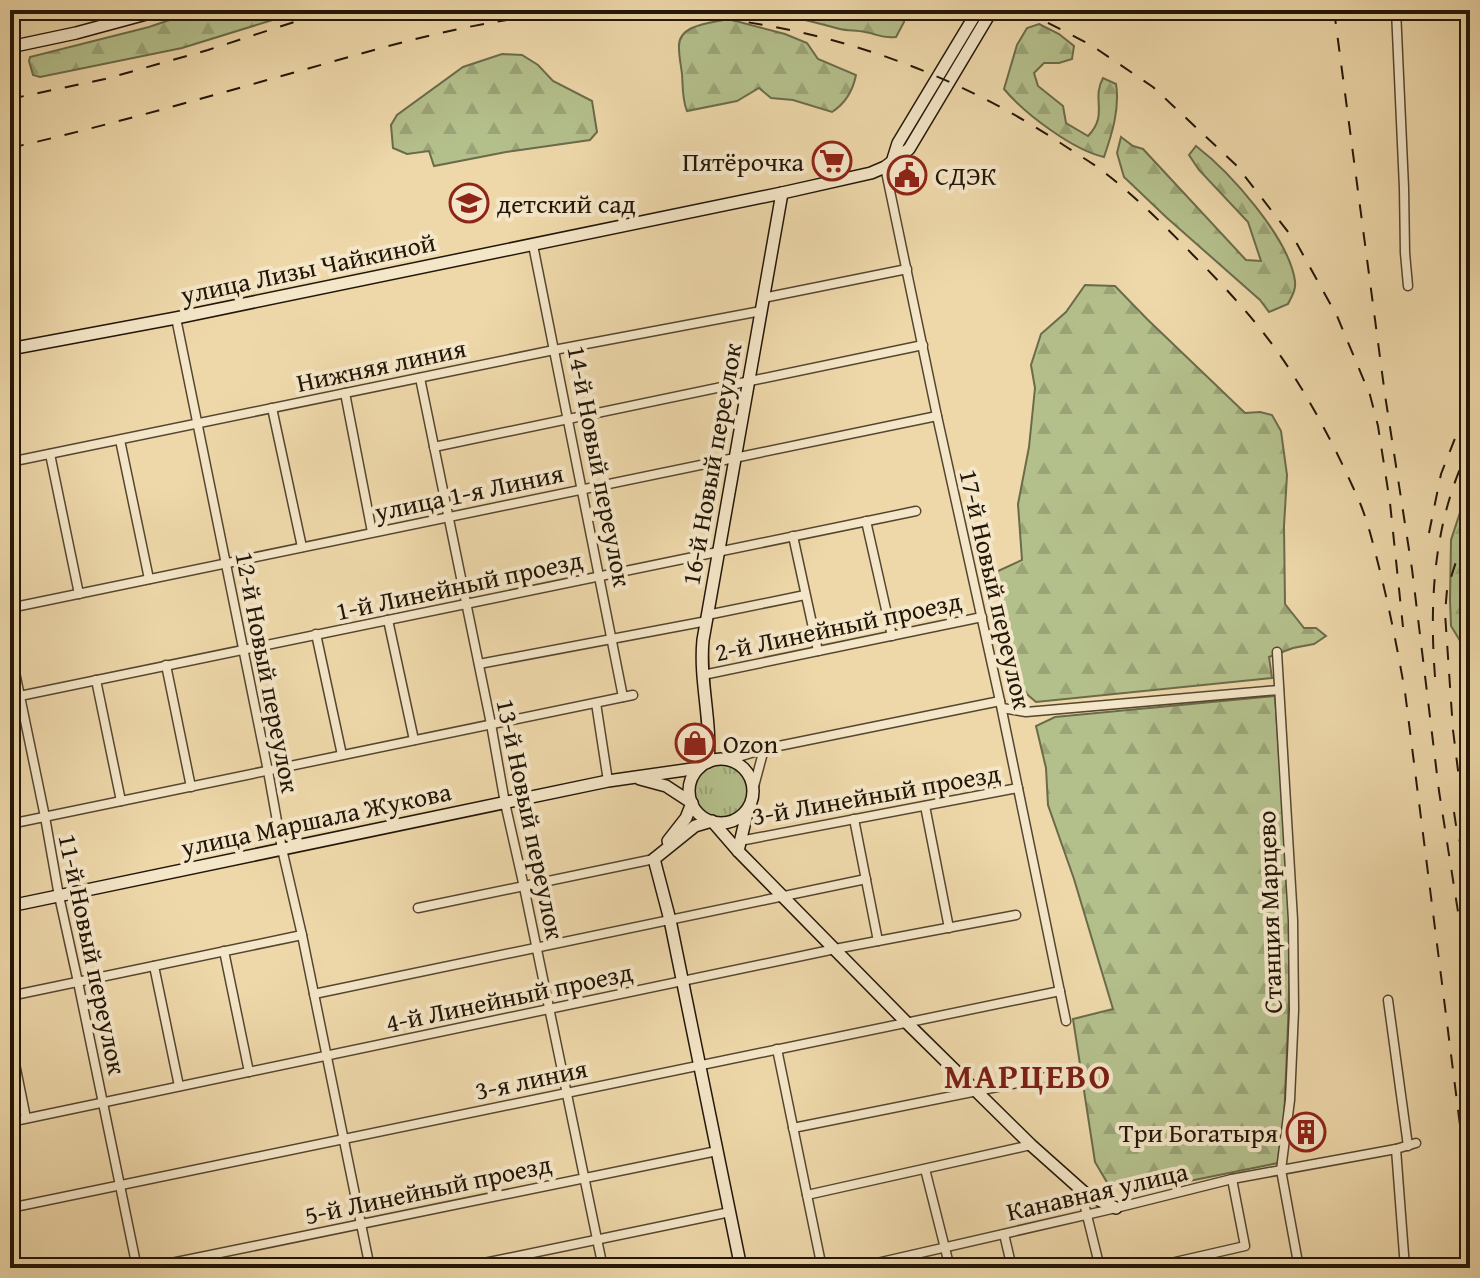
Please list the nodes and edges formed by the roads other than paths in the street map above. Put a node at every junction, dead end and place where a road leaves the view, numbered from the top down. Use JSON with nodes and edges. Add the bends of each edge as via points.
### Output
{"nodes":[{"id":1,"x":161,"y":10,"type":"edge"},
{"id":2,"x":978,"y":10,"type":"edge"},
{"id":3,"x":992,"y":10,"type":"edge"},
{"id":4,"x":1396,"y":10,"type":"edge"},
{"id":5,"x":10,"y":47,"type":"edge"},
{"id":6,"x":889,"y":164,"type":"junction"},
{"id":7,"x":782,"y":193,"type":"junction"},
{"id":8,"x":533,"y":245,"type":"junction"},
{"id":9,"x":907,"y":269,"type":"junction"},
{"id":10,"x":1408,"y":286,"type":"dead end"},
{"id":11,"x":763,"y":298,"type":"junction"},
{"id":12,"x":761,"y":311,"type":"junction"},
{"id":13,"x":176,"y":318,"type":"junction"},
{"id":14,"x":923,"y":345,"type":"junction"},
{"id":15,"x":10,"y":349,"type":"edge"},
{"id":16,"x":554,"y":350,"type":"junction"},
{"id":17,"x":420,"y":378,"type":"junction"},
{"id":18,"x":748,"y":382,"type":"junction"},
{"id":19,"x":345,"y":393,"type":"junction"},
{"id":20,"x":272,"y":408,"type":"junction"},
{"id":21,"x":937,"y":416,"type":"junction"},
{"id":22,"x":568,"y":419,"type":"junction"},
{"id":23,"x":197,"y":424,"type":"junction"},
{"id":24,"x":120,"y":440,"type":"junction"},
{"id":25,"x":434,"y":447,"type":"junction"},
{"id":26,"x":50,"y":454,"type":"junction"},
{"id":27,"x":735,"y":457,"type":"junction"},
{"id":28,"x":10,"y":462,"type":"edge"},
{"id":29,"x":582,"y":489,"type":"junction"},
{"id":30,"x":916,"y":511,"type":"dead end"},
{"id":31,"x":448,"y":517,"type":"junction"},
{"id":32,"x":866,"y":521,"type":"junction"},
{"id":33,"x":372,"y":532,"type":"junction"},
{"id":34,"x":793,"y":536,"type":"junction"},
{"id":35,"x":302,"y":547,"type":"junction"},
{"id":36,"x":717,"y":552,"type":"junction"},
{"id":37,"x":226,"y":563,"type":"junction"},
{"id":38,"x":599,"y":576,"type":"junction"},
{"id":39,"x":149,"y":579,"type":"junction"},
{"id":40,"x":79,"y":594,"type":"junction"},
{"id":41,"x":805,"y":595,"type":"junction"},
{"id":42,"x":466,"y":604,"type":"junction"},
{"id":43,"x":10,"y":608,"type":"edge"},
{"id":44,"x":982,"y":617,"type":"junction"},
{"id":45,"x":707,"y":618,"type":"junction"},
{"id":46,"x":388,"y":620,"type":"junction"},
{"id":47,"x":316,"y":634,"type":"junction"},
{"id":48,"x":892,"y":636,"type":"junction"},
{"id":49,"x":612,"y":639,"type":"junction"},
{"id":50,"x":10,"y":648,"type":"edge"},
{"id":51,"x":243,"y":650,"type":"junction"},
{"id":52,"x":818,"y":651,"type":"junction"},
{"id":53,"x":1277,"y":652,"type":"dead end"},
{"id":54,"x":479,"y":664,"type":"junction"},
{"id":55,"x":166,"y":665,"type":"junction"},
{"id":56,"x":703,"y":675,"type":"junction"},
{"id":57,"x":96,"y":680,"type":"junction"},
{"id":58,"x":1279,"y":690,"type":"junction"},
{"id":59,"x":15,"y":697,"type":"edge"},
{"id":60,"x":596,"y":703,"type":"junction"},
{"id":61,"x":1001,"y":705,"type":"junction"},
{"id":62,"x":491,"y":724,"type":"junction"},
{"id":63,"x":414,"y":740,"type":"junction"},
{"id":64,"x":710,"y":743,"type":"junction"},
{"id":65,"x":764,"y":749,"type":"junction"},
{"id":66,"x":342,"y":755,"type":"junction"},
{"id":67,"x":728,"y":760,"type":"junction"},
{"id":68,"x":704,"y":765,"type":"junction"},
{"id":69,"x":268,"y":771,"type":"junction"},
{"id":70,"x":632,"y":777,"type":"junction"},
{"id":71,"x":608,"y":781,"type":"junction"},
{"id":72,"x":191,"y":787,"type":"junction"},
{"id":73,"x":1018,"y":788,"type":"junction"},
{"id":74,"x":753,"y":790,"type":"junction"},
{"id":75,"x":121,"y":801,"type":"junction"},
{"id":76,"x":505,"y":803,"type":"junction"},
{"id":77,"x":692,"y":803,"type":"junction"},
{"id":78,"x":748,"y":806,"type":"junction"},
{"id":79,"x":925,"y":806,"type":"junction"},
{"id":80,"x":45,"y":817,"type":"junction"},
{"id":81,"x":854,"y":819,"type":"junction"},
{"id":82,"x":712,"y":821,"type":"junction"},
{"id":83,"x":10,"y":824,"type":"edge"},
{"id":84,"x":742,"y":836,"type":"junction"},
{"id":85,"x":282,"y":849,"type":"junction"},
{"id":86,"x":738,"y":851,"type":"junction"},
{"id":87,"x":654,"y":859,"type":"junction"},
{"id":88,"x":866,"y":879,"type":"junction"},
{"id":89,"x":524,"y":887,"type":"junction"},
{"id":90,"x":59,"y":896,"type":"junction"},
{"id":91,"x":783,"y":897,"type":"junction"},
{"id":92,"x":10,"y":906,"type":"edge"},
{"id":93,"x":418,"y":908,"type":"dead end"},
{"id":94,"x":1016,"y":915,"type":"dead end"},
{"id":95,"x":670,"y":920,"type":"junction"},
{"id":96,"x":949,"y":928,"type":"junction"},
{"id":97,"x":302,"y":935,"type":"junction"},
{"id":98,"x":878,"y":941,"type":"junction"},
{"id":99,"x":537,"y":947,"type":"junction"},
{"id":100,"x":835,"y":949,"type":"junction"},
{"id":101,"x":224,"y":951,"type":"junction"},
{"id":102,"x":154,"y":966,"type":"junction"},
{"id":103,"x":683,"y":981,"type":"junction"},
{"id":104,"x":78,"y":982,"type":"junction"},
{"id":105,"x":1060,"y":991,"type":"junction"},
{"id":106,"x":314,"y":994,"type":"junction"},
{"id":107,"x":10,"y":996,"type":"edge"},
{"id":108,"x":1388,"y":1000,"type":"dead end"},
{"id":109,"x":549,"y":1009,"type":"junction"},
{"id":110,"x":1066,"y":1021,"type":"dead end"},
{"id":111,"x":907,"y":1023,"type":"junction"},
{"id":112,"x":10,"y":1039,"type":"edge"},
{"id":113,"x":777,"y":1049,"type":"junction"},
{"id":114,"x":326,"y":1056,"type":"junction"},
{"id":115,"x":700,"y":1065,"type":"junction"},
{"id":116,"x":249,"y":1072,"type":"junction"},
{"id":117,"x":1057,"y":1075,"type":"dead end"},
{"id":118,"x":179,"y":1086,"type":"junction"},
{"id":119,"x":567,"y":1092,"type":"junction"},
{"id":120,"x":977,"y":1092,"type":"junction"},
{"id":121,"x":103,"y":1102,"type":"junction"},
{"id":122,"x":26,"y":1118,"type":"junction"},
{"id":123,"x":10,"y":1122,"type":"edge"},
{"id":124,"x":793,"y":1128,"type":"junction"},
{"id":125,"x":343,"y":1138,"type":"junction"},
{"id":126,"x":1031,"y":1145,"type":"junction"},
{"id":127,"x":1396,"y":1149,"type":"junction"},
{"id":128,"x":717,"y":1151,"type":"junction"},
{"id":129,"x":925,"y":1169,"type":"junction"},
{"id":130,"x":1281,"y":1170,"type":"junction"},
{"id":131,"x":584,"y":1178,"type":"junction"},
{"id":132,"x":1232,"y":1179,"type":"junction"},
{"id":133,"x":120,"y":1185,"type":"junction"},
{"id":134,"x":1081,"y":1190,"type":"junction"},
{"id":135,"x":807,"y":1195,"type":"junction"},
{"id":136,"x":10,"y":1208,"type":"edge"},
{"id":137,"x":1116,"y":1208,"type":"junction"},
{"id":138,"x":730,"y":1212,"type":"junction"},
{"id":139,"x":1087,"y":1215,"type":"junction"},
{"id":140,"x":361,"y":1223,"type":"junction"},
{"id":141,"x":1004,"y":1234,"type":"junction"},
{"id":142,"x":597,"y":1240,"type":"junction"},
{"id":143,"x":945,"y":1247,"type":"junction"},
{"id":144,"x":137,"y":1268,"type":"edge"},
{"id":145,"x":147,"y":1268,"type":"edge"},
{"id":146,"x":370,"y":1268,"type":"edge"},
{"id":147,"x":460,"y":1268,"type":"edge"},
{"id":148,"x":603,"y":1268,"type":"edge"},
{"id":149,"x":741,"y":1268,"type":"edge"},
{"id":150,"x":822,"y":1268,"type":"edge"},
{"id":151,"x":855,"y":1268,"type":"edge"},
{"id":152,"x":950,"y":1268,"type":"edge"},
{"id":153,"x":1012,"y":1268,"type":"edge"},
{"id":154,"x":1100,"y":1268,"type":"edge"},
{"id":155,"x":1149,"y":1268,"type":"edge"},
{"id":156,"x":1299,"y":1268,"type":"edge"},
{"id":157,"x":1405,"y":1268,"type":"edge"}],
"edges":[{"from":1,"to":5,"type":"main road"},
{"from":2,"to":6,"type":"main road"},
{"from":3,"to":6,"type":"main road","name":"улица Лизы Чайкиной","via":[[909,149]]},
{"from":4,"to":10,"type":"street"},
{"from":6,"to":7,"type":"main road","name":"улица Лизы Чайкиной","via":[[861,176]]},
{"from":6,"to":9,"type":"street","name":"17-й Новый переулок"},
{"from":7,"to":8,"type":"main road","name":"улица Лизы Чайкиной"},
{"from":7,"to":11,"type":"main road","name":"16-й Новый переулок"},
{"from":8,"to":13,"type":"main road","name":"улица Лизы Чайкиной"},
{"from":8,"to":16,"type":"street","name":"14-й Новый переулок"},
{"from":9,"to":11,"type":"street"},
{"from":9,"to":14,"type":"street","name":"17-й Новый переулок"},
{"from":11,"to":12,"type":"main road","name":"16-й Новый переулок"},
{"from":12,"to":16,"type":"street","name":"Нижняя линия"},
{"from":12,"to":18,"type":"main road","name":"16-й Новый переулок"},
{"from":13,"to":15,"type":"main road","name":"улица Лизы Чайкиной"},
{"from":13,"to":23,"type":"street","name":"12-й Новый переулок"},
{"from":14,"to":18,"type":"street"},
{"from":14,"to":21,"type":"street","name":"17-й Новый переулок"},
{"from":16,"to":17,"type":"street","name":"Нижняя линия"},
{"from":16,"to":22,"type":"street","name":"14-й Новый переулок"},
{"from":17,"to":19,"type":"street","name":"Нижняя линия"},
{"from":17,"to":25,"type":"street","name":"13-й Новый переулок"},
{"from":18,"to":22,"type":"street"},
{"from":18,"to":27,"type":"main road","name":"16-й Новый переулок"},
{"from":19,"to":20,"type":"street","name":"Нижняя линия"},
{"from":19,"to":33,"type":"street"},
{"from":20,"to":23,"type":"street","name":"Нижняя линия"},
{"from":20,"to":35,"type":"street"},
{"from":21,"to":27,"type":"street","name":"улица 1-я Линия"},
{"from":21,"to":44,"type":"street","name":"17-й Новый переулок"},
{"from":22,"to":25,"type":"street"},
{"from":22,"to":29,"type":"street","name":"14-й Новый переулок"},
{"from":23,"to":24,"type":"street","name":"Нижняя линия"},
{"from":23,"to":37,"type":"street","name":"12-й Новый переулок"},
{"from":24,"to":26,"type":"street","name":"Нижняя линия"},
{"from":24,"to":39,"type":"street"},
{"from":25,"to":31,"type":"street","name":"13-й Новый переулок"},
{"from":26,"to":28,"type":"street","name":"Нижняя линия"},
{"from":26,"to":40,"type":"street"},
{"from":27,"to":29,"type":"street","name":"улица 1-я Линия"},
{"from":27,"to":36,"type":"main road","name":"16-й Новый переулок"},
{"from":29,"to":31,"type":"street","name":"улица 1-я Линия"},
{"from":29,"to":38,"type":"street","name":"14-й Новый переулок"},
{"from":30,"to":32,"type":"street","name":"1-й Линейный проезд"},
{"from":31,"to":33,"type":"street","name":"улица 1-я Линия"},
{"from":31,"to":42,"type":"street","name":"13-й Новый переулок"},
{"from":32,"to":34,"type":"street","name":"1-й Линейный проезд"},
{"from":32,"to":48,"type":"street"},
{"from":33,"to":35,"type":"street","name":"улица 1-я Линия"},
{"from":34,"to":36,"type":"street","name":"1-й Линейный проезд"},
{"from":34,"to":41,"type":"street"},
{"from":35,"to":37,"type":"street","name":"улица 1-я Линия"},
{"from":36,"to":38,"type":"street","name":"1-й Линейный проезд"},
{"from":36,"to":45,"type":"main road","name":"16-й Новый переулок"},
{"from":37,"to":39,"type":"street","name":"улица 1-я Линия"},
{"from":37,"to":51,"type":"street","name":"12-й Новый переулок"},
{"from":38,"to":42,"type":"street","name":"1-й Линейный проезд"},
{"from":38,"to":49,"type":"street","name":"14-й Новый переулок"},
{"from":39,"to":40,"type":"street","name":"улица 1-я Линия"},
{"from":40,"to":43,"type":"street","name":"улица 1-я Линия"},
{"from":41,"to":45,"type":"street"},
{"from":41,"to":52,"type":"street"},
{"from":42,"to":46,"type":"street","name":"1-й Линейный проезд"},
{"from":42,"to":54,"type":"street","name":"13-й Новый переулок"},
{"from":44,"to":48,"type":"street","name":"2-й Линейный проезд"},
{"from":44,"to":61,"type":"street","name":"17-й Новый переулок"},
{"from":45,"to":49,"type":"street"},
{"from":45,"to":56,"type":"main road","name":"16-й Новый переулок"},
{"from":46,"to":47,"type":"street","name":"1-й Линейный проезд"},
{"from":46,"to":63,"type":"street"},
{"from":47,"to":51,"type":"street","name":"1-й Линейный проезд"},
{"from":47,"to":66,"type":"street"},
{"from":48,"to":52,"type":"street","name":"2-й Линейный проезд"},
{"from":49,"to":54,"type":"street"},
{"from":49,"to":60,"type":"street","name":"14-й Новый переулок","via":[[628,696]]},
{"from":50,"to":59,"type":"street","name":"11-й Новый переулок"},
{"from":51,"to":55,"type":"street","name":"1-й Линейный проезд"},
{"from":51,"to":69,"type":"street","name":"12-й Новый переулок"},
{"from":52,"to":56,"type":"street","name":"2-й Линейный проезд"},
{"from":53,"to":58,"type":"street","name":"Станция Марцево"},
{"from":54,"to":62,"type":"street","name":"13-й Новый переулок"},
{"from":55,"to":57,"type":"street","name":"1-й Линейный проезд"},
{"from":55,"to":72,"type":"street"},
{"from":56,"to":64,"type":"main road","name":"16-й Новый переулок"},
{"from":57,"to":59,"type":"street","name":"1-й Линейный проезд"},
{"from":57,"to":75,"type":"street"},
{"from":58,"to":61,"type":"street","via":[[1026,712]]},
{"from":58,"to":130,"type":"street","name":"Станция Марцево","via":[[1294,1010]]},
{"from":59,"to":80,"type":"street","name":"11-й Новый переулок"},
{"from":60,"to":62,"type":"street"},
{"from":60,"to":71,"type":"street"},
{"from":61,"to":65,"type":"street"},
{"from":61,"to":73,"type":"street","name":"17-й Новый переулок"},
{"from":62,"to":63,"type":"street"},
{"from":62,"to":76,"type":"street","name":"13-й Новый переулок"},
{"from":63,"to":66,"type":"street"},
{"from":64,"to":67,"type":"main road"},
{"from":64,"to":68,"type":"main road","name":"16-й Новый переулок"},
{"from":65,"to":67,"type":"street"},
{"from":65,"to":74,"type":"street"},
{"from":66,"to":69,"type":"street"},
{"from":67,"to":68,"type":"main road"},
{"from":67,"to":74,"type":"main road","via":[[745,769]]},
{"from":68,"to":70,"type":"main road","name":"улица Маршала Жукова"},
{"from":68,"to":77,"type":"main road","via":[[690,784]]},
{"from":69,"to":72,"type":"street"},
{"from":69,"to":85,"type":"street","name":"12-й Новый переулок"},
{"from":70,"to":71,"type":"main road","name":"улица Маршала Жукова"},
{"from":70,"to":77,"type":"main road","name":"улица Маршала Жукова","via":[[666,786]]},
{"from":71,"to":76,"type":"main road","name":"улица Маршала Жукова"},
{"from":72,"to":75,"type":"street"},
{"from":73,"to":79,"type":"street","name":"3-й Линейный проезд"},
{"from":73,"to":105,"type":"street","name":"17-й Новый переулок"},
{"from":74,"to":78,"type":"main road"},
{"from":75,"to":80,"type":"street"},
{"from":76,"to":85,"type":"main road","name":"улица Маршала Жукова"},
{"from":76,"to":89,"type":"street","name":"13-й Новый переулок"},
{"from":77,"to":82,"type":"main road"},
{"from":77,"to":87,"type":"main road"},
{"from":78,"to":82,"type":"main road","via":[[733,820]]},
{"from":78,"to":84,"type":"main road"},
{"from":79,"to":81,"type":"street","name":"3-й Линейный проезд"},
{"from":79,"to":96,"type":"street"},
{"from":80,"to":83,"type":"street"},
{"from":80,"to":90,"type":"street","name":"11-й Новый переулок"},
{"from":81,"to":84,"type":"street","name":"3-й Линейный проезд","via":[[745,840]]},
{"from":81,"to":88,"type":"street"},
{"from":82,"to":86,"type":"main road"},
{"from":82,"to":87,"type":"main road","via":[[695,826]]},
{"from":84,"to":86,"type":"main road"},
{"from":85,"to":90,"type":"main road","name":"улица Маршала Жукова"},
{"from":85,"to":97,"type":"street","name":"12-й Новый переулок"},
{"from":86,"to":91,"type":"main road"},
{"from":87,"to":89,"type":"street"},
{"from":87,"to":95,"type":"main road"},
{"from":88,"to":91,"type":"street"},
{"from":88,"to":98,"type":"street"},
{"from":89,"to":93,"type":"street"},
{"from":89,"to":99,"type":"street","name":"13-й Новый переулок"},
{"from":90,"to":92,"type":"main road","name":"улица Маршала Жукова"},
{"from":90,"to":104,"type":"street","name":"11-й Новый переулок"},
{"from":91,"to":95,"type":"street"},
{"from":91,"to":100,"type":"main road"},
{"from":94,"to":96,"type":"street","name":"4-й Линейный проезд"},
{"from":95,"to":99,"type":"street"},
{"from":95,"to":103,"type":"main road"},
{"from":96,"to":98,"type":"street","name":"4-й Линейный проезд"},
{"from":97,"to":101,"type":"street"},
{"from":97,"to":106,"type":"street","name":"12-й Новый переулок"},
{"from":98,"to":100,"type":"street","name":"4-й Линейный проезд"},
{"from":99,"to":106,"type":"street"},
{"from":99,"to":109,"type":"street","name":"13-й Новый переулок"},
{"from":100,"to":103,"type":"street","name":"4-й Линейный проезд"},
{"from":100,"to":111,"type":"main road"},
{"from":101,"to":102,"type":"street"},
{"from":101,"to":116,"type":"street"},
{"from":102,"to":104,"type":"street"},
{"from":102,"to":118,"type":"street"},
{"from":103,"to":109,"type":"street","name":"4-й Линейный проезд"},
{"from":103,"to":115,"type":"main road"},
{"from":104,"to":107,"type":"street"},
{"from":104,"to":121,"type":"street","name":"11-й Новый переулок"},
{"from":105,"to":110,"type":"street","name":"17-й Новый переулок"},
{"from":105,"to":111,"type":"street","name":"3-я линия"},
{"from":106,"to":114,"type":"street","name":"12-й Новый переулок"},
{"from":108,"to":127,"type":"street","name":"Канавная улица","via":[[1412,1144]]},
{"from":109,"to":114,"type":"street","name":"4-й Линейный проезд"},
{"from":109,"to":119,"type":"street","name":"13-й Новый переулок"},
{"from":111,"to":113,"type":"street","name":"3-я линия"},
{"from":111,"to":120,"type":"main road"},
{"from":112,"to":122,"type":"street"},
{"from":113,"to":115,"type":"street","name":"3-я линия"},
{"from":113,"to":124,"type":"street"},
{"from":114,"to":116,"type":"street","name":"4-й Линейный проезд"},
{"from":114,"to":125,"type":"street","name":"12-й Новый переулок"},
{"from":115,"to":119,"type":"street","name":"3-я линия"},
{"from":115,"to":128,"type":"main road"},
{"from":116,"to":118,"type":"street","name":"4-й Линейный проезд"},
{"from":117,"to":120,"type":"street"},
{"from":118,"to":121,"type":"street","name":"4-й Линейный проезд"},
{"from":119,"to":125,"type":"street","name":"3-я линия"},
{"from":119,"to":131,"type":"street","name":"13-й Новый переулок"},
{"from":120,"to":124,"type":"street"},
{"from":120,"to":126,"type":"main road"},
{"from":121,"to":122,"type":"street","name":"4-й Линейный проезд"},
{"from":121,"to":133,"type":"street","name":"11-й Новый переулок"},
{"from":122,"to":123,"type":"street","name":"4-й Линейный проезд"},
{"from":124,"to":135,"type":"street"},
{"from":125,"to":133,"type":"street","name":"3-я линия"},
{"from":125,"to":140,"type":"street","name":"12-й Новый переулок"},
{"from":126,"to":129,"type":"street"},
{"from":126,"to":134,"type":"main road"},
{"from":127,"to":130,"type":"street","name":"Канавная улица"},
{"from":127,"to":157,"type":"street"},
{"from":128,"to":131,"type":"street","name":"5-й Линейный проезд"},
{"from":128,"to":138,"type":"main road"},
{"from":129,"to":135,"type":"street"},
{"from":129,"to":143,"type":"street"},
{"from":130,"to":132,"type":"street","name":"Канавная улица"},
{"from":130,"to":156,"type":"street","name":"Станция Марцево"},
{"from":131,"to":140,"type":"street","name":"5-й Линейный проезд"},
{"from":131,"to":142,"type":"street","name":"13-й Новый переулок"},
{"from":132,"to":137,"type":"street","name":"Канавная улица"},
{"from":132,"to":155,"type":"street","via":[[1245,1246]]},
{"from":133,"to":136,"type":"street","name":"3-я линия"},
{"from":133,"to":144,"type":"street","name":"11-й Новый переулок"},
{"from":134,"to":137,"type":"main road"},
{"from":134,"to":139,"type":"street"},
{"from":135,"to":150,"type":"street"},
{"from":137,"to":139,"type":"street","name":"Канавная улица"},
{"from":138,"to":142,"type":"street"},
{"from":138,"to":149,"type":"main road"},
{"from":139,"to":141,"type":"street","name":"Канавная улица"},
{"from":139,"to":154,"type":"street"},
{"from":140,"to":145,"type":"street","name":"5-й Линейный проезд"},
{"from":140,"to":146,"type":"street","name":"12-й Новый переулок"},
{"from":141,"to":143,"type":"street","name":"Канавная улица"},
{"from":141,"to":153,"type":"street"},
{"from":142,"to":147,"type":"street"},
{"from":142,"to":148,"type":"street","name":"13-й Новый переулок"},
{"from":143,"to":151,"type":"street","name":"Канавная улица"},
{"from":143,"to":152,"type":"street"}]}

- - -

Reproduce each line of the records in which "Станция" appears.

Task answer:
{"from":53,"to":58,"type":"street","name":"Станция Марцево"},
{"from":58,"to":130,"type":"street","name":"Станция Марцево","via":[[1294,1010]]},
{"from":130,"to":156,"type":"street","name":"Станция Марцево"},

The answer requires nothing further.